■ Available records ■
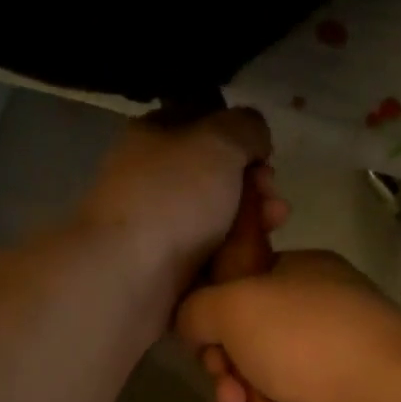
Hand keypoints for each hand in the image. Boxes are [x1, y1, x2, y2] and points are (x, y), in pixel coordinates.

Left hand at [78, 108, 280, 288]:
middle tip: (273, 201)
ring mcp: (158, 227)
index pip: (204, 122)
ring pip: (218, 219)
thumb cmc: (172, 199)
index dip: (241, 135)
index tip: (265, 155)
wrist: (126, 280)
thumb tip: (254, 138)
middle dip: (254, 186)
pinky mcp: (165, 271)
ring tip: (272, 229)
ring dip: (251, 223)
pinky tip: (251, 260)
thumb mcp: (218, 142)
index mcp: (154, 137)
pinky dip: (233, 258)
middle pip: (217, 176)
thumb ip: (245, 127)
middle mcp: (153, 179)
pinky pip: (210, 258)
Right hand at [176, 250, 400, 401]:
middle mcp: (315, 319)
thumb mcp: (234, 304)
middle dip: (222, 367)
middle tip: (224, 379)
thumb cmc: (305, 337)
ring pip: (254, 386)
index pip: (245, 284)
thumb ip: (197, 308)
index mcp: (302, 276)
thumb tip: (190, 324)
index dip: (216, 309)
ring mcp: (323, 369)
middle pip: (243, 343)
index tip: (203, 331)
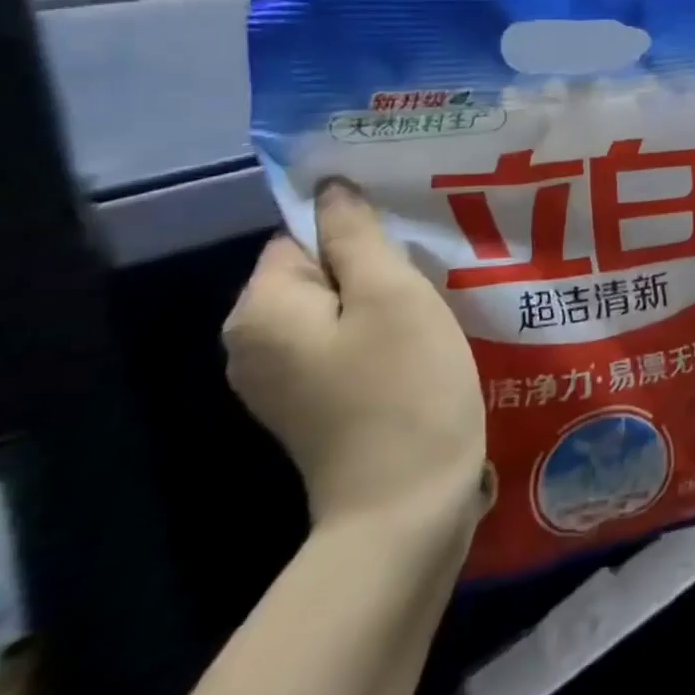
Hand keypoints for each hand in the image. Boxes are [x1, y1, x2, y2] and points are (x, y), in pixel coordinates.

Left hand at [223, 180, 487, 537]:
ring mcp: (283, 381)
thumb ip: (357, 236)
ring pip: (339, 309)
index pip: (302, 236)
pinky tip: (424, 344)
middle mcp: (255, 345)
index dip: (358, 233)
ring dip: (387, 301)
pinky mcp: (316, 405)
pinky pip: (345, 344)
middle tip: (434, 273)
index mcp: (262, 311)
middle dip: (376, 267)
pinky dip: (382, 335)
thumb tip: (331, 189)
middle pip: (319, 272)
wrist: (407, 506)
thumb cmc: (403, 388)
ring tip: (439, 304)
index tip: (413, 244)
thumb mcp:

■ Required action ■
From the line holding "index mcp: (262, 311)" down to the last line of the records above, restate each line exactly as written.

■ Your solution ■
index mcp: (262, 311)
middle dip: (376, 267)
pinky dip: (382, 335)
thumb tip: (331, 189)
middle pip: (319, 272)
wrist: (407, 506)
thumb cmc: (403, 388)
ring tip: (439, 304)
index tip: (413, 244)
thumb mcp:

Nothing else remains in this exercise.